Task data —
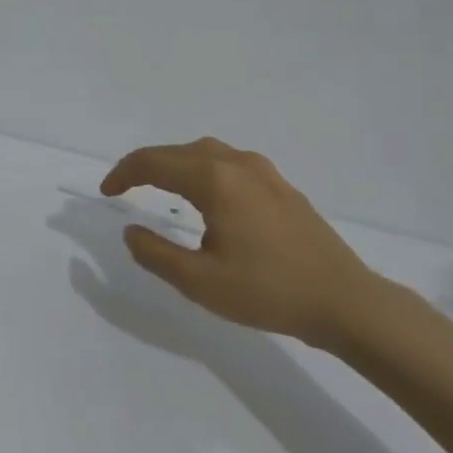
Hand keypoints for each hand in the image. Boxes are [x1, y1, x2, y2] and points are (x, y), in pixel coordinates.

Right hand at [101, 138, 382, 348]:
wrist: (346, 302)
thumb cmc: (269, 291)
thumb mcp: (200, 282)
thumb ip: (156, 254)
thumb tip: (131, 230)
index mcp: (214, 180)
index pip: (154, 162)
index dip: (123, 174)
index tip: (106, 192)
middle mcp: (236, 163)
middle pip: (177, 151)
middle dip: (145, 165)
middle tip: (124, 188)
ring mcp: (263, 171)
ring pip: (204, 152)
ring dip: (174, 163)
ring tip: (157, 186)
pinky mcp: (280, 185)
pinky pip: (227, 162)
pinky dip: (201, 169)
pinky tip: (205, 195)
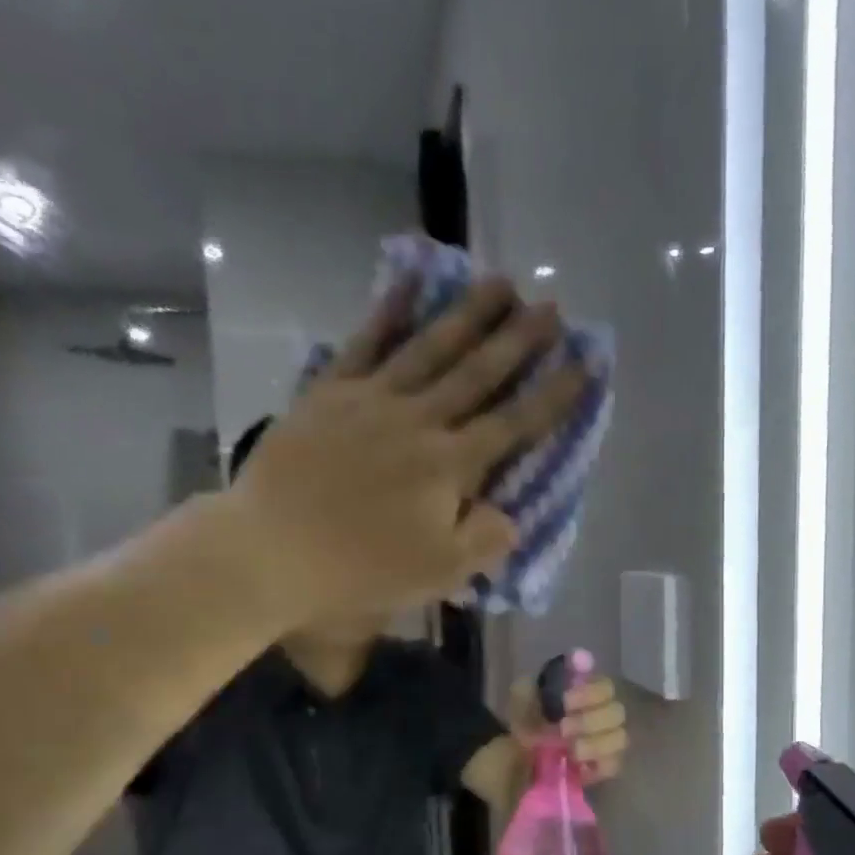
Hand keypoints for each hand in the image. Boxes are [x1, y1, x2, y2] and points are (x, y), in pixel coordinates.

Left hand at [221, 278, 589, 625]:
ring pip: (430, 346)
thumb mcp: (436, 572)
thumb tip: (510, 515)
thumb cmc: (358, 569)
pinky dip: (390, 310)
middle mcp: (419, 420)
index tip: (586, 363)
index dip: (554, 394)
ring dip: (469, 313)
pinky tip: (410, 281)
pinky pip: (365, 342)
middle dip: (520, 339)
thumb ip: (484, 540)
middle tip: (551, 306)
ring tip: (500, 282)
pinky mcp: (329, 392)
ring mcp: (371, 399)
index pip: (514, 423)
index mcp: (450, 465)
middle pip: (478, 372)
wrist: (269, 550)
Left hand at [509, 673, 628, 783]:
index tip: (564, 702)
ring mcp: (606, 741)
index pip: (605, 687)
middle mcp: (602, 712)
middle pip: (617, 712)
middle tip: (563, 728)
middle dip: (588, 721)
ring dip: (594, 744)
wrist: (514, 752)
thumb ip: (552, 674)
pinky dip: (597, 764)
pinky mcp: (602, 767)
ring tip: (569, 750)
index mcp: (587, 690)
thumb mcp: (526, 690)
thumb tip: (580, 656)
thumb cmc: (526, 716)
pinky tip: (577, 764)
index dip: (588, 694)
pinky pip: (614, 764)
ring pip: (619, 738)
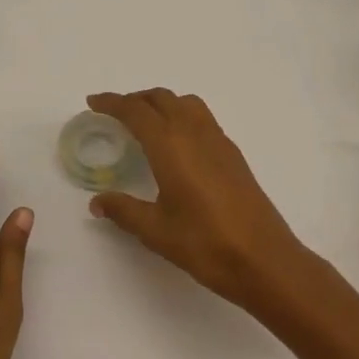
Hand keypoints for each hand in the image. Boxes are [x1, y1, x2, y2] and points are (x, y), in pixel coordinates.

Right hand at [85, 89, 306, 308]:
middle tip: (115, 113)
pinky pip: (202, 119)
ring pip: (185, 104)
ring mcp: (218, 141)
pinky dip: (182, 116)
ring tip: (146, 123)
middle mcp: (194, 133)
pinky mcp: (233, 154)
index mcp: (170, 145)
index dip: (112, 103)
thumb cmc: (205, 243)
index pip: (136, 111)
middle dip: (135, 99)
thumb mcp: (156, 231)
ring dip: (161, 104)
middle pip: (161, 99)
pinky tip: (177, 146)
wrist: (264, 259)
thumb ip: (124, 211)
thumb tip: (97, 202)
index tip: (93, 102)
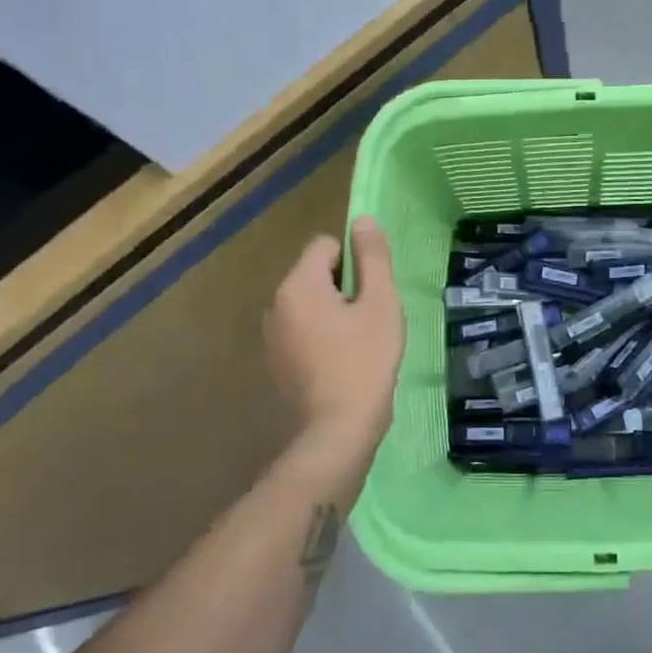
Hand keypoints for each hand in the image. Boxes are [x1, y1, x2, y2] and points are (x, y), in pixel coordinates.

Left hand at [265, 217, 403, 469]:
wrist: (336, 432)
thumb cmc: (365, 361)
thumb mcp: (381, 303)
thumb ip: (372, 257)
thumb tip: (362, 220)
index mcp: (298, 284)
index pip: (326, 245)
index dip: (355, 262)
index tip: (372, 293)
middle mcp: (275, 304)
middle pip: (315, 274)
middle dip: (344, 288)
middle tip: (370, 320)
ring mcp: (271, 337)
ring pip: (309, 305)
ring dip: (333, 314)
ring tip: (358, 344)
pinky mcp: (274, 363)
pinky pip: (301, 332)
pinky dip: (320, 338)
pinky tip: (341, 365)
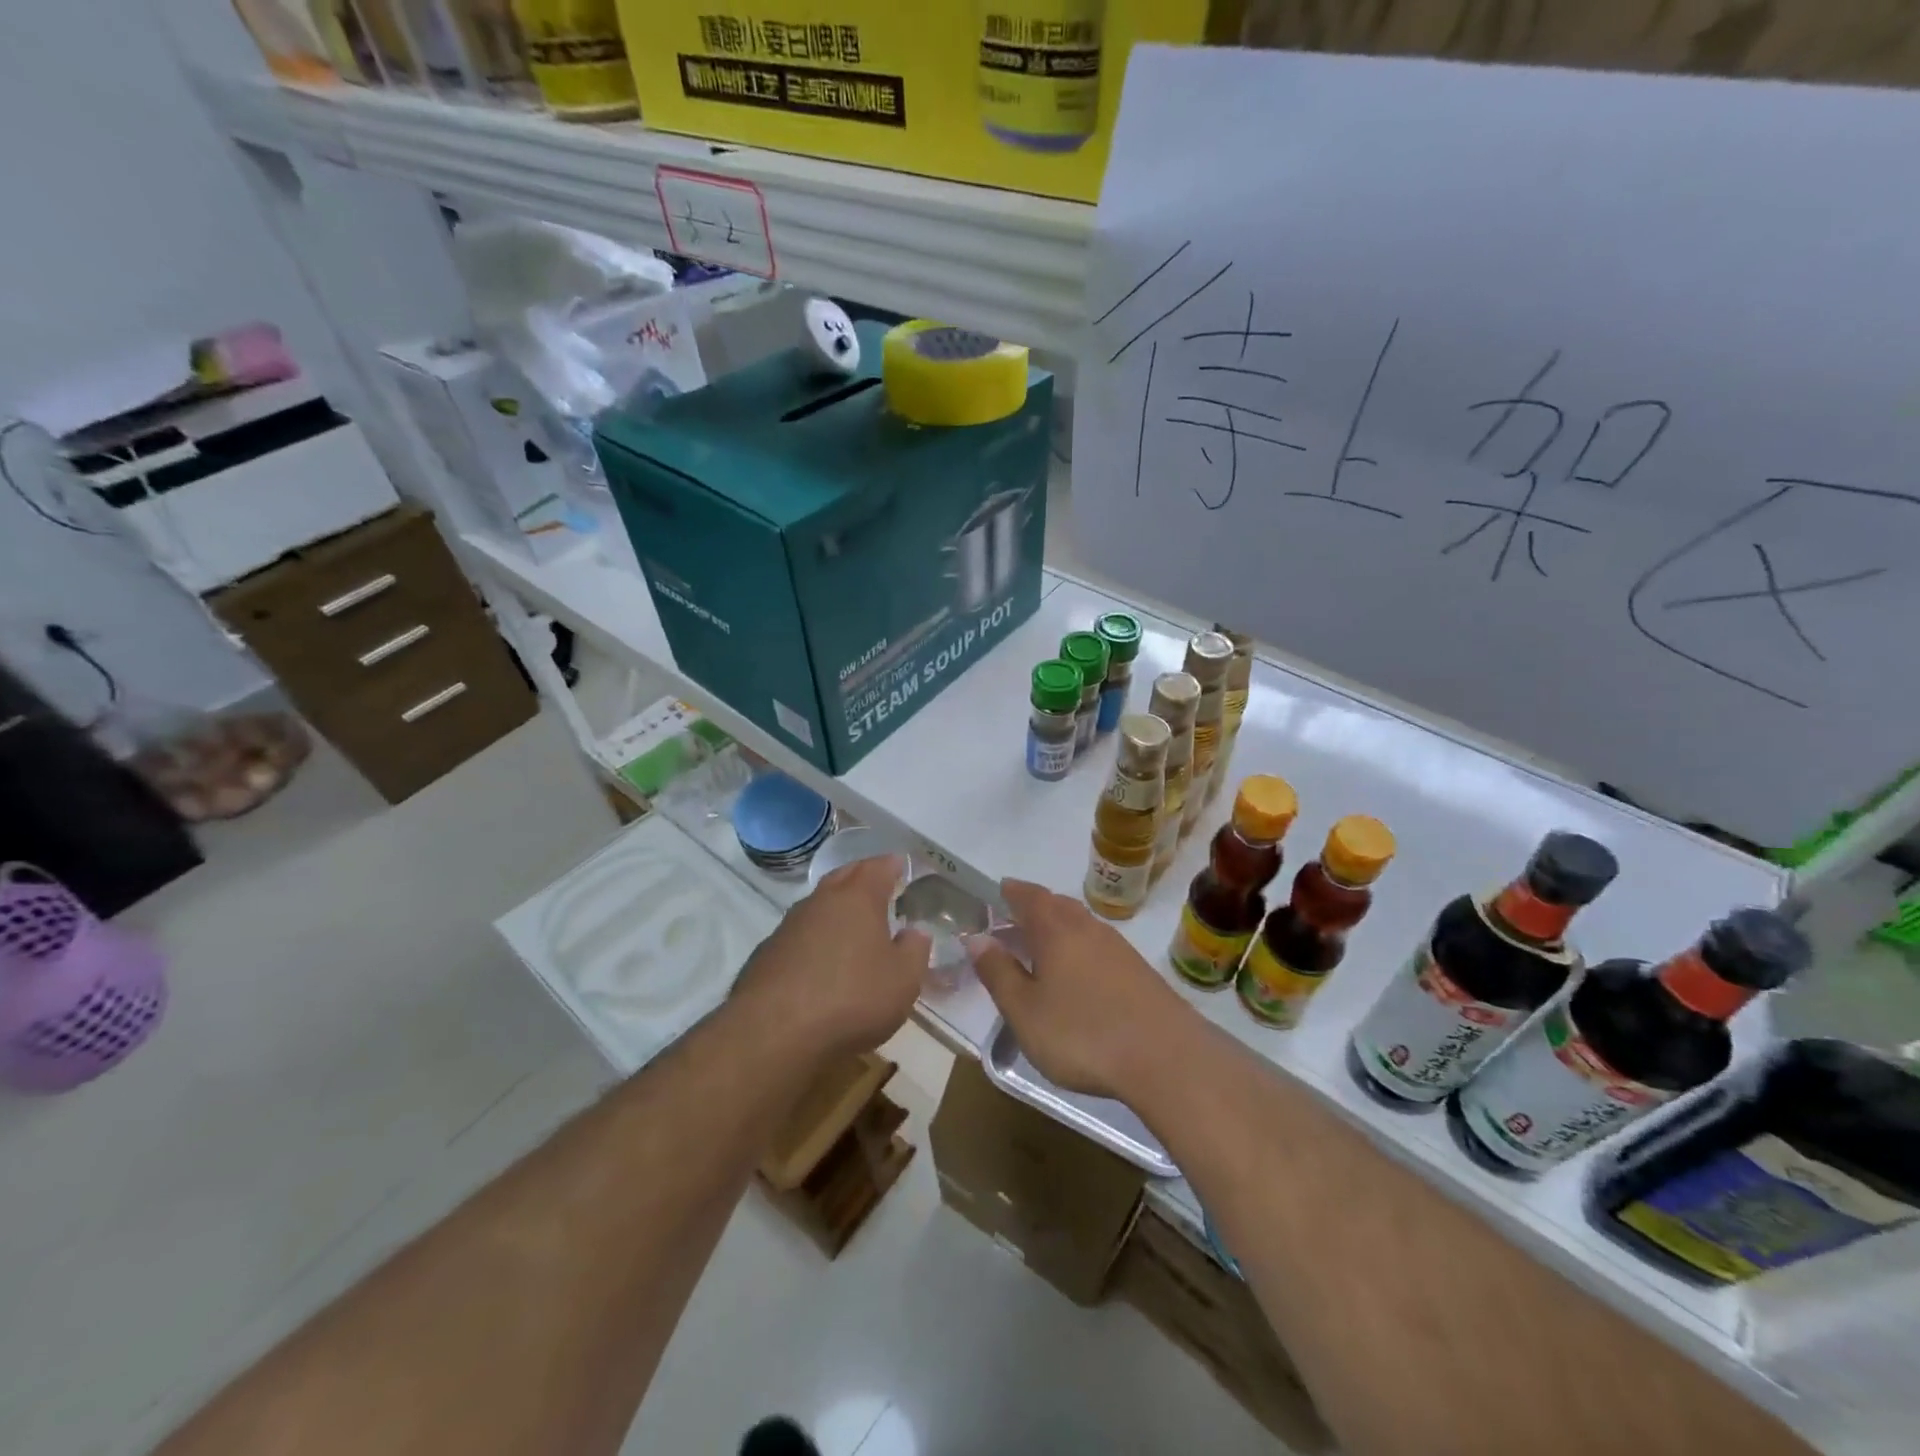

Work to be completed — For the material above, repeat each line exactly and leave out the pictures.

Written answer —
Hand keypoints for each hand in the image. Boxes are [x1, y1, x2, y2] and points are (x, y), in pixel coordinates.

Right hand at [101, 138, 382, 348]:
wrist: (346, 302)
thumb cmc: (269, 291)
thumb mcp: (200, 282)
thumb ip: (156, 254)
thumb tip: (131, 230)
index mcp: (214, 180)
index pip: (154, 162)
index dip: (123, 174)
index tip: (106, 192)
middle mcp: (236, 163)
middle pip: (177, 151)
middle dip: (145, 165)
middle tip: (124, 188)
ring mcp: (263, 171)
ring pip: (204, 152)
ring dip: (174, 163)
ring tip: (157, 186)
pinky mcp: (280, 185)
pinky pip: (227, 162)
pinky dip: (201, 169)
pinky tip: (205, 195)
Hand keypoints for each hand in the image. Boxes are [x1, y1, x2, y2] and points are (x, y), in pixel coordinates.

Left hand at [221, 278, 589, 625]:
ring pip: (430, 346)
thumb mcp: (436, 572)
thumb tip: (510, 515)
thumb cmc: (358, 569)
pinky dip: (390, 310)
middle mcp: (419, 420)
index tip: (586, 363)
index dip: (554, 394)
ring dip: (469, 313)
pinky tip: (410, 281)
pinky pip: (365, 342)
middle dip: (520, 339)
thumb ip: (484, 540)
middle tip: (551, 306)
ring tip: (500, 282)
pinky mcp: (329, 392)
ring mcp: (371, 399)
index pip: (514, 423)
index mcp: (450, 465)
middle pip: (478, 372)
wrist: (269, 550)
Left hand at [509, 673, 628, 783]:
index tip: (564, 702)
ring mcp: (606, 741)
index pip: (605, 687)
middle mcp: (602, 712)
middle pip: (617, 712)
middle tip: (563, 728)
middle dip: (588, 721)
ring dip: (594, 744)
wrist: (514, 752)
thumb ip: (552, 674)
pinky dip: (597, 764)
pinky mcp: (602, 767)
ring tip: (569, 750)
index mcp: (587, 690)
thumb mcp: (526, 690)
thumb tip: (580, 656)
thumb cmc: (526, 716)
pinky tip: (577, 764)
index dip: (588, 694)
pinky pip: (614, 764)
ring pip: (619, 738)
Hand keypoints for each hand in the image. Boxes are [x1, y1, x2, y2] and points are (x, y), in pixel coordinates.

Right hand at [85, 89, 306, 308]:
middle tip: (115, 113)
pinky pip: (202, 119)
ring pip: (185, 104)
ring mcp: (218, 141)
pinky dip: (182, 116)
ring tip: (146, 123)
middle mcp: (194, 133)
pinky mcp: (233, 154)
index mcp: (170, 145)
index dip: (112, 103)
thumb cmc: (205, 243)
index pip: (136, 111)
middle dip: (135, 99)
thumb mcp: (156, 231)
ring dip: (161, 104)
middle pip: (161, 99)
pinky tip: (177, 146)
wrist: (264, 259)
thumb ip: (124, 211)
thumb tip: (97, 202)
index tip: (93, 102)
Hand keypoints for each hand in the image. Boxes are [x1, y1, x2, y2] and points are (x, y), in pixel coordinates.

Left hand at [265, 217, 403, 469]:
wrist: (336, 432)
thumb cmc: (365, 361)
thumb mcp: (381, 303)
thumb ip: (372, 257)
thumb tip: (362, 220)
index mcp: (298, 284)
index pip: (326, 245)
index dip: (355, 262)
index tip: (372, 293)
middle mcp: (275, 304)
middle pip: (315, 274)
middle dip: (344, 288)
middle tip: (370, 320)
ring mcp: (271, 337)
ring pip: (309, 305)
ring dip: (333, 314)
ring tip: (358, 344)
pinky mcp: (274, 363)
pinky pip: (301, 332)
pinky dip: (320, 338)
pinky tip: (341, 365)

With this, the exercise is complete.